ASSIGNMENT: Would you repeat the listing exactly but omit every picture?

SOURCE DATA:
+ + + + + + +
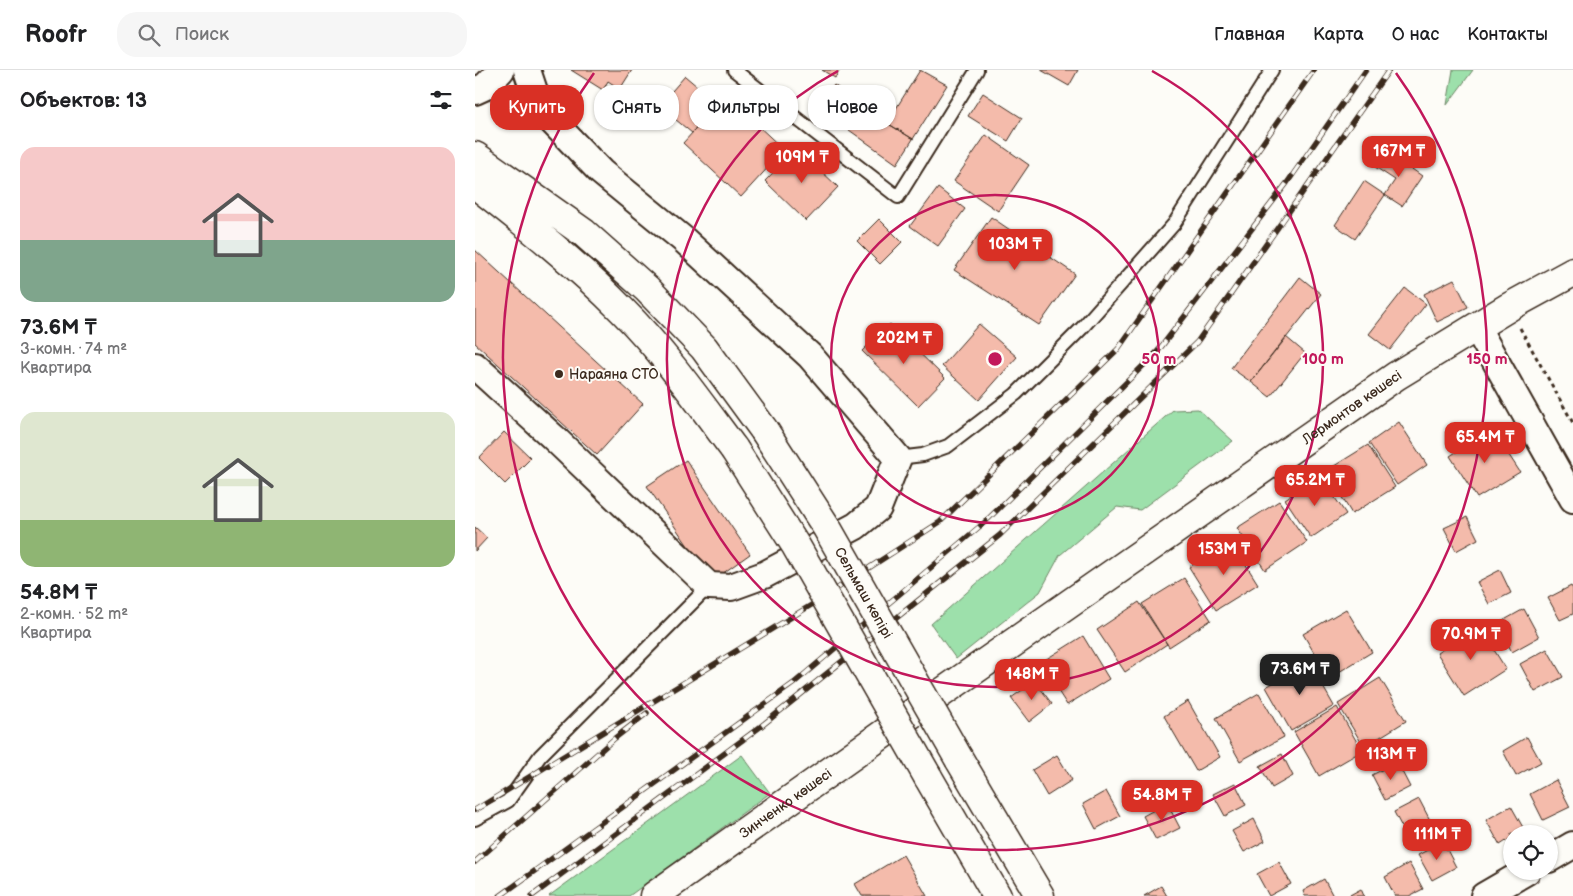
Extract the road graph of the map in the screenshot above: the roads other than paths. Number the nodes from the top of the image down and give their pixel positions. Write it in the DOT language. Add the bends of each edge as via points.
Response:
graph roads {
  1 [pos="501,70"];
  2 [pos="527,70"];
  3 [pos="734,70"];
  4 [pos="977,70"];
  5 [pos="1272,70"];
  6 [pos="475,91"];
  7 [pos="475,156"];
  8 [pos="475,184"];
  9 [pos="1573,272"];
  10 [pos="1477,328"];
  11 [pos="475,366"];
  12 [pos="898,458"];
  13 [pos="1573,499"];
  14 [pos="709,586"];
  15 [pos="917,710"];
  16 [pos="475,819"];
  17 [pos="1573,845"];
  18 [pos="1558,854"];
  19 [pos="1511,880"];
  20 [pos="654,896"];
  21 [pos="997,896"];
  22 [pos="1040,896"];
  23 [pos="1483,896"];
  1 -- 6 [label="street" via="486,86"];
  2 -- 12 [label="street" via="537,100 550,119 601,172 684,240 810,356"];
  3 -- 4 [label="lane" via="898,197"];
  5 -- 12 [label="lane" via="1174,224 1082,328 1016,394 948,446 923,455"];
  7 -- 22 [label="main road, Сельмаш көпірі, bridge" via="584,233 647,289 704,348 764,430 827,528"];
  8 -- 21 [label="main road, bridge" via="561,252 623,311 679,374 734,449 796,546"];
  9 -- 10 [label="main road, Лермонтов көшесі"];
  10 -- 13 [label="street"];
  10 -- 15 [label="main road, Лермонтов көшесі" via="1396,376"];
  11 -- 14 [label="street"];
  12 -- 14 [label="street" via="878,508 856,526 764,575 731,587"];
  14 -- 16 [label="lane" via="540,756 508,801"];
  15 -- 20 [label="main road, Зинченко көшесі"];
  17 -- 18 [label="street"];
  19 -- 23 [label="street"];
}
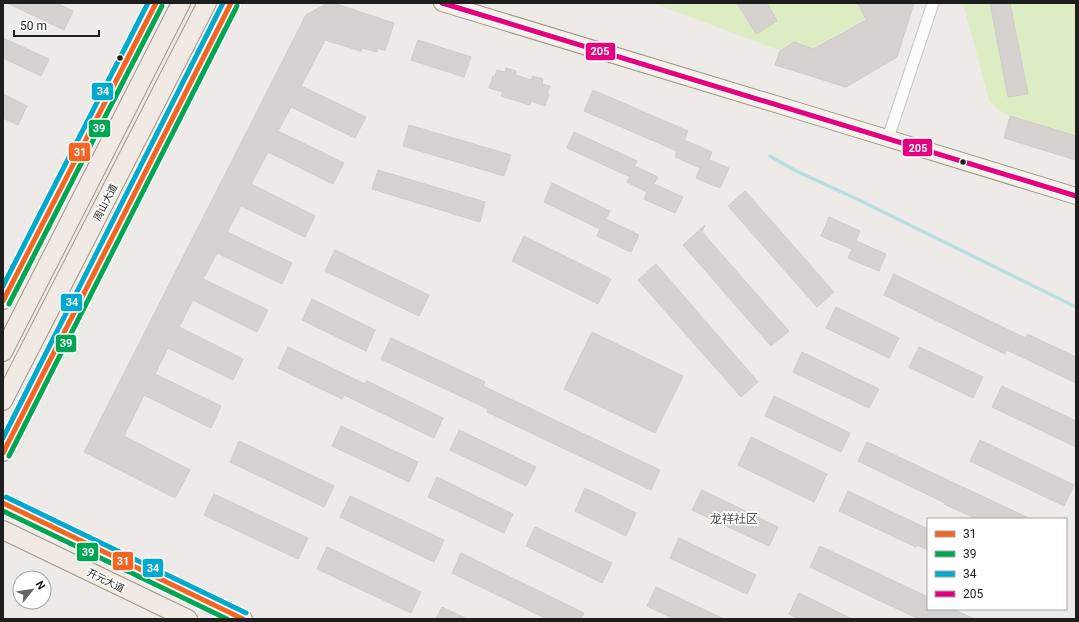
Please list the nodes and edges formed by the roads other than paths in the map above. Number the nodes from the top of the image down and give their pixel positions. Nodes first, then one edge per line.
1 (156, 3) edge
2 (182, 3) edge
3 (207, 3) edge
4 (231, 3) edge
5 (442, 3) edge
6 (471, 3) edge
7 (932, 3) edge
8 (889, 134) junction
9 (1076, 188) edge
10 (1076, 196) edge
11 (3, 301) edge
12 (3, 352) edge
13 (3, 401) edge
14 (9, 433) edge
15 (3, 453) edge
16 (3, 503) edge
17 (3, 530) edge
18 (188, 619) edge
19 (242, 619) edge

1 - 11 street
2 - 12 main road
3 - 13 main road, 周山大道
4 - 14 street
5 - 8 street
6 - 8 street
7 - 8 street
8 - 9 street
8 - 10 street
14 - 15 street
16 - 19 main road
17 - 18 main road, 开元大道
+ + + + + + +
ANSWER:
Extract the road graph of the map in the screenshot above: the roads other than paths. Number the nodes from the top of the image down and give their pixel positions. Write it in the DOT language. Add the bends of each edge as via points.
Response:
graph roads {
  1 [pos="501,70"];
  2 [pos="527,70"];
  3 [pos="734,70"];
  4 [pos="977,70"];
  5 [pos="1272,70"];
  6 [pos="475,91"];
  7 [pos="475,156"];
  8 [pos="475,184"];
  9 [pos="1573,272"];
  10 [pos="1477,328"];
  11 [pos="475,366"];
  12 [pos="898,458"];
  13 [pos="1573,499"];
  14 [pos="709,586"];
  15 [pos="917,710"];
  16 [pos="475,819"];
  17 [pos="1573,845"];
  18 [pos="1558,854"];
  19 [pos="1511,880"];
  20 [pos="654,896"];
  21 [pos="997,896"];
  22 [pos="1040,896"];
  23 [pos="1483,896"];
  1 -- 6 [label="street" via="486,86"];
  2 -- 12 [label="street" via="537,100 550,119 601,172 684,240 810,356"];
  3 -- 4 [label="lane" via="898,197"];
  5 -- 12 [label="lane" via="1174,224 1082,328 1016,394 948,446 923,455"];
  7 -- 22 [label="main road, Сельмаш көпірі, bridge" via="584,233 647,289 704,348 764,430 827,528"];
  8 -- 21 [label="main road, bridge" via="561,252 623,311 679,374 734,449 796,546"];
  9 -- 10 [label="main road, Лермонтов көшесі"];
  10 -- 13 [label="street"];
  10 -- 15 [label="main road, Лермонтов көшесі" via="1396,376"];
  11 -- 14 [label="street"];
  12 -- 14 [label="street" via="878,508 856,526 764,575 731,587"];
  14 -- 16 [label="lane" via="540,756 508,801"];
  15 -- 20 [label="main road, Зинченко көшесі"];
  17 -- 18 [label="street"];
  19 -- 23 [label="street"];
}
Please list the nodes and edges formed by the roads other than paths in the map above. Number the nodes from the top of the image down and give their pixel positions. Nodes first, then one edge per line.
1 (156, 3) edge
2 (182, 3) edge
3 (207, 3) edge
4 (231, 3) edge
5 (442, 3) edge
6 (471, 3) edge
7 (932, 3) edge
8 (889, 134) junction
9 (1076, 188) edge
10 (1076, 196) edge
11 (3, 301) edge
12 (3, 352) edge
13 (3, 401) edge
14 (9, 433) edge
15 (3, 453) edge
16 (3, 503) edge
17 (3, 530) edge
18 (188, 619) edge
19 (242, 619) edge

1 - 11 street
2 - 12 main road
3 - 13 main road, 周山大道
4 - 14 street
5 - 8 street
6 - 8 street
7 - 8 street
8 - 9 street
8 - 10 street
14 - 15 street
16 - 19 main road
17 - 18 main road, 开元大道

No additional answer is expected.